**Work required**. Exactly as written, retype all of the records that come next.

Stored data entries
☆ ☆ ☆ ☆
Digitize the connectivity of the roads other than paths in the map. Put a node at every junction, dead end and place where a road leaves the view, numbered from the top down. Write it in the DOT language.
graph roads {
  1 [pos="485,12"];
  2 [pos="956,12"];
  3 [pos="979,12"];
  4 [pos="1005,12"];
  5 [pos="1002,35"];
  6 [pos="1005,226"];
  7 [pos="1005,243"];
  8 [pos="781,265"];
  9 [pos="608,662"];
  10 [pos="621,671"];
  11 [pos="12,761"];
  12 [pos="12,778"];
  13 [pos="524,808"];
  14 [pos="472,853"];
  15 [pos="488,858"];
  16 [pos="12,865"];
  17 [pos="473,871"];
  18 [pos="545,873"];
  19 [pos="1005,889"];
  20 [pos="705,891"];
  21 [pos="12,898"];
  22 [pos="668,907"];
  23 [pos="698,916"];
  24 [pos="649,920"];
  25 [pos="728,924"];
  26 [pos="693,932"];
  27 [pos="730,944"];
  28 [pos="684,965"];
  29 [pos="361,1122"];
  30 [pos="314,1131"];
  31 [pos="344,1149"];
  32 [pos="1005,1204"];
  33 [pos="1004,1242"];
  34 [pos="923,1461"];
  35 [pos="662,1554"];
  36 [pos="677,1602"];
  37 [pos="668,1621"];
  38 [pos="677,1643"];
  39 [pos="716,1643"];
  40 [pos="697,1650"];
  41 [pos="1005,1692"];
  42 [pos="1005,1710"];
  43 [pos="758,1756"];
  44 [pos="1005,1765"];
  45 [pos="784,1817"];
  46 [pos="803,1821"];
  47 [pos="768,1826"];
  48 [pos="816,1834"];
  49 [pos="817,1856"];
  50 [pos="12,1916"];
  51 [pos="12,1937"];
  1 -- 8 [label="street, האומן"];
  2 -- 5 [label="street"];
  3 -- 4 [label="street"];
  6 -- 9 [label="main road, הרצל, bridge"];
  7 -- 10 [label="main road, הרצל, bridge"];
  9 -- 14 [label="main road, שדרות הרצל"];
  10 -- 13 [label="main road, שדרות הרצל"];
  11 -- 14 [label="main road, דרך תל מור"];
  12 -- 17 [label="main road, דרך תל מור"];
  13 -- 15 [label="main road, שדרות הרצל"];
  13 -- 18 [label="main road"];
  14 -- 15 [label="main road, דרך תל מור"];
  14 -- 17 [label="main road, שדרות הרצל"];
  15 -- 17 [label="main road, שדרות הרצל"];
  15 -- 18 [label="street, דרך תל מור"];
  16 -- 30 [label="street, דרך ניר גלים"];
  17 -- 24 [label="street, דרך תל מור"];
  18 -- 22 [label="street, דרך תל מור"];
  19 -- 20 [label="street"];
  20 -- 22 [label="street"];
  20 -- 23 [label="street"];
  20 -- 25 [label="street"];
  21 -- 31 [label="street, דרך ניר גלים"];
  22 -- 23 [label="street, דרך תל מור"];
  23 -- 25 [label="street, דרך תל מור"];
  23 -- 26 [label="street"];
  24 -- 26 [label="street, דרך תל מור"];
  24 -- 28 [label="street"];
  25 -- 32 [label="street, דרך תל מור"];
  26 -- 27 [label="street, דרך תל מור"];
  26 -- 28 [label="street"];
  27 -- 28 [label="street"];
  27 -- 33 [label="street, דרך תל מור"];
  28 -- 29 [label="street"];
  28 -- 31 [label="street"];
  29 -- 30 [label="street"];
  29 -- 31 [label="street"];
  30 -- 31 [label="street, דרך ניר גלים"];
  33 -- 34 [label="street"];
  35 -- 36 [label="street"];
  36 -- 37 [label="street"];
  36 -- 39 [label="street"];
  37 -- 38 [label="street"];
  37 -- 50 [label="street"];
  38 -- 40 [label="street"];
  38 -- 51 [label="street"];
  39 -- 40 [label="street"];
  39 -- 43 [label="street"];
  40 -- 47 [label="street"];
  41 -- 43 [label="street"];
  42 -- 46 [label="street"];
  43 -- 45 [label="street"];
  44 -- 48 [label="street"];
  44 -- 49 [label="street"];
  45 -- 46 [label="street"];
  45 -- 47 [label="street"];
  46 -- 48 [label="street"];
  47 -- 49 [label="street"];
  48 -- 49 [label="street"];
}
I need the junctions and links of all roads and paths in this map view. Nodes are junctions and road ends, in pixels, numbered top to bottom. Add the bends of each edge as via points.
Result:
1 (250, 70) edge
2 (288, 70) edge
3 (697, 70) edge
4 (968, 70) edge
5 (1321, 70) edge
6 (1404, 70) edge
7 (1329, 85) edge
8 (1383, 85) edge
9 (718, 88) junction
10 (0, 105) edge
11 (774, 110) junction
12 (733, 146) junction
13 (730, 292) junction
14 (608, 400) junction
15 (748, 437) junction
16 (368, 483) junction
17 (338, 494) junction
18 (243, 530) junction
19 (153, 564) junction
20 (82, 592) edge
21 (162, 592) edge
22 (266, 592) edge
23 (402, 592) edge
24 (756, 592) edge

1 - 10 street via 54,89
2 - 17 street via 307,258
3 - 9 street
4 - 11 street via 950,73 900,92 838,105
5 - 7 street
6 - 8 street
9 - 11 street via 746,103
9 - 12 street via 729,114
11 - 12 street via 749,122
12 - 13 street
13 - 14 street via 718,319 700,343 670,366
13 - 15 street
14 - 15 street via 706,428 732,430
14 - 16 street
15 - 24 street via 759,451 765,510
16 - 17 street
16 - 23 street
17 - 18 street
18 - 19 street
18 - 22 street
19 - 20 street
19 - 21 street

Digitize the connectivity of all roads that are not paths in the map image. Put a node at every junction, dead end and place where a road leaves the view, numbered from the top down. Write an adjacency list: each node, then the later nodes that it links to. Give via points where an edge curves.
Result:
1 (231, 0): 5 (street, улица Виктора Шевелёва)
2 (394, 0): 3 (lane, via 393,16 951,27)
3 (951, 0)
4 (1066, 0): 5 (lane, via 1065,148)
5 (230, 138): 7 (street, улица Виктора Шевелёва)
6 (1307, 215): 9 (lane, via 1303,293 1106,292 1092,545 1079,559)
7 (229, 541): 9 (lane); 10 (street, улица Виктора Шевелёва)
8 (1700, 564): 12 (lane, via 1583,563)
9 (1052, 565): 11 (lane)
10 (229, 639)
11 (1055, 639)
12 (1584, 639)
☆ ☆ ☆ ☆
**Your solution**.
Digitize the connectivity of the roads other than paths in the map. Put a node at every junction, dead end and place where a road leaves the view, numbered from the top down. Write it in the DOT language.
graph roads {
  1 [pos="485,12"];
  2 [pos="956,12"];
  3 [pos="979,12"];
  4 [pos="1005,12"];
  5 [pos="1002,35"];
  6 [pos="1005,226"];
  7 [pos="1005,243"];
  8 [pos="781,265"];
  9 [pos="608,662"];
  10 [pos="621,671"];
  11 [pos="12,761"];
  12 [pos="12,778"];
  13 [pos="524,808"];
  14 [pos="472,853"];
  15 [pos="488,858"];
  16 [pos="12,865"];
  17 [pos="473,871"];
  18 [pos="545,873"];
  19 [pos="1005,889"];
  20 [pos="705,891"];
  21 [pos="12,898"];
  22 [pos="668,907"];
  23 [pos="698,916"];
  24 [pos="649,920"];
  25 [pos="728,924"];
  26 [pos="693,932"];
  27 [pos="730,944"];
  28 [pos="684,965"];
  29 [pos="361,1122"];
  30 [pos="314,1131"];
  31 [pos="344,1149"];
  32 [pos="1005,1204"];
  33 [pos="1004,1242"];
  34 [pos="923,1461"];
  35 [pos="662,1554"];
  36 [pos="677,1602"];
  37 [pos="668,1621"];
  38 [pos="677,1643"];
  39 [pos="716,1643"];
  40 [pos="697,1650"];
  41 [pos="1005,1692"];
  42 [pos="1005,1710"];
  43 [pos="758,1756"];
  44 [pos="1005,1765"];
  45 [pos="784,1817"];
  46 [pos="803,1821"];
  47 [pos="768,1826"];
  48 [pos="816,1834"];
  49 [pos="817,1856"];
  50 [pos="12,1916"];
  51 [pos="12,1937"];
  1 -- 8 [label="street, האומן"];
  2 -- 5 [label="street"];
  3 -- 4 [label="street"];
  6 -- 9 [label="main road, הרצל, bridge"];
  7 -- 10 [label="main road, הרצל, bridge"];
  9 -- 14 [label="main road, שדרות הרצל"];
  10 -- 13 [label="main road, שדרות הרצל"];
  11 -- 14 [label="main road, דרך תל מור"];
  12 -- 17 [label="main road, דרך תל מור"];
  13 -- 15 [label="main road, שדרות הרצל"];
  13 -- 18 [label="main road"];
  14 -- 15 [label="main road, דרך תל מור"];
  14 -- 17 [label="main road, שדרות הרצל"];
  15 -- 17 [label="main road, שדרות הרצל"];
  15 -- 18 [label="street, דרך תל מור"];
  16 -- 30 [label="street, דרך ניר גלים"];
  17 -- 24 [label="street, דרך תל מור"];
  18 -- 22 [label="street, דרך תל מור"];
  19 -- 20 [label="street"];
  20 -- 22 [label="street"];
  20 -- 23 [label="street"];
  20 -- 25 [label="street"];
  21 -- 31 [label="street, דרך ניר גלים"];
  22 -- 23 [label="street, דרך תל מור"];
  23 -- 25 [label="street, דרך תל מור"];
  23 -- 26 [label="street"];
  24 -- 26 [label="street, דרך תל מור"];
  24 -- 28 [label="street"];
  25 -- 32 [label="street, דרך תל מור"];
  26 -- 27 [label="street, דרך תל מור"];
  26 -- 28 [label="street"];
  27 -- 28 [label="street"];
  27 -- 33 [label="street, דרך תל מור"];
  28 -- 29 [label="street"];
  28 -- 31 [label="street"];
  29 -- 30 [label="street"];
  29 -- 31 [label="street"];
  30 -- 31 [label="street, דרך ניר גלים"];
  33 -- 34 [label="street"];
  35 -- 36 [label="street"];
  36 -- 37 [label="street"];
  36 -- 39 [label="street"];
  37 -- 38 [label="street"];
  37 -- 50 [label="street"];
  38 -- 40 [label="street"];
  38 -- 51 [label="street"];
  39 -- 40 [label="street"];
  39 -- 43 [label="street"];
  40 -- 47 [label="street"];
  41 -- 43 [label="street"];
  42 -- 46 [label="street"];
  43 -- 45 [label="street"];
  44 -- 48 [label="street"];
  44 -- 49 [label="street"];
  45 -- 46 [label="street"];
  45 -- 47 [label="street"];
  46 -- 48 [label="street"];
  47 -- 49 [label="street"];
  48 -- 49 [label="street"];
}
I need the junctions and links of all roads and paths in this map view. Nodes are junctions and road ends, in pixels, numbered top to bottom. Add the bends of each edge as via points.
Result:
1 (250, 70) edge
2 (288, 70) edge
3 (697, 70) edge
4 (968, 70) edge
5 (1321, 70) edge
6 (1404, 70) edge
7 (1329, 85) edge
8 (1383, 85) edge
9 (718, 88) junction
10 (0, 105) edge
11 (774, 110) junction
12 (733, 146) junction
13 (730, 292) junction
14 (608, 400) junction
15 (748, 437) junction
16 (368, 483) junction
17 (338, 494) junction
18 (243, 530) junction
19 (153, 564) junction
20 (82, 592) edge
21 (162, 592) edge
22 (266, 592) edge
23 (402, 592) edge
24 (756, 592) edge

1 - 10 street via 54,89
2 - 17 street via 307,258
3 - 9 street
4 - 11 street via 950,73 900,92 838,105
5 - 7 street
6 - 8 street
9 - 11 street via 746,103
9 - 12 street via 729,114
11 - 12 street via 749,122
12 - 13 street
13 - 14 street via 718,319 700,343 670,366
13 - 15 street
14 - 15 street via 706,428 732,430
14 - 16 street
15 - 24 street via 759,451 765,510
16 - 17 street
16 - 23 street
17 - 18 street
18 - 19 street
18 - 22 street
19 - 20 street
19 - 21 street

Digitize the connectivity of all roads that are not paths in the map image. Put a node at every junction, dead end and place where a road leaves the view, numbered from the top down. Write an adjacency list: each node, then the later nodes that it links to. Give via points where an edge curves.
Result:
1 (231, 0): 5 (street, улица Виктора Шевелёва)
2 (394, 0): 3 (lane, via 393,16 951,27)
3 (951, 0)
4 (1066, 0): 5 (lane, via 1065,148)
5 (230, 138): 7 (street, улица Виктора Шевелёва)
6 (1307, 215): 9 (lane, via 1303,293 1106,292 1092,545 1079,559)
7 (229, 541): 9 (lane); 10 (street, улица Виктора Шевелёва)
8 (1700, 564): 12 (lane, via 1583,563)
9 (1052, 565): 11 (lane)
10 (229, 639)
11 (1055, 639)
12 (1584, 639)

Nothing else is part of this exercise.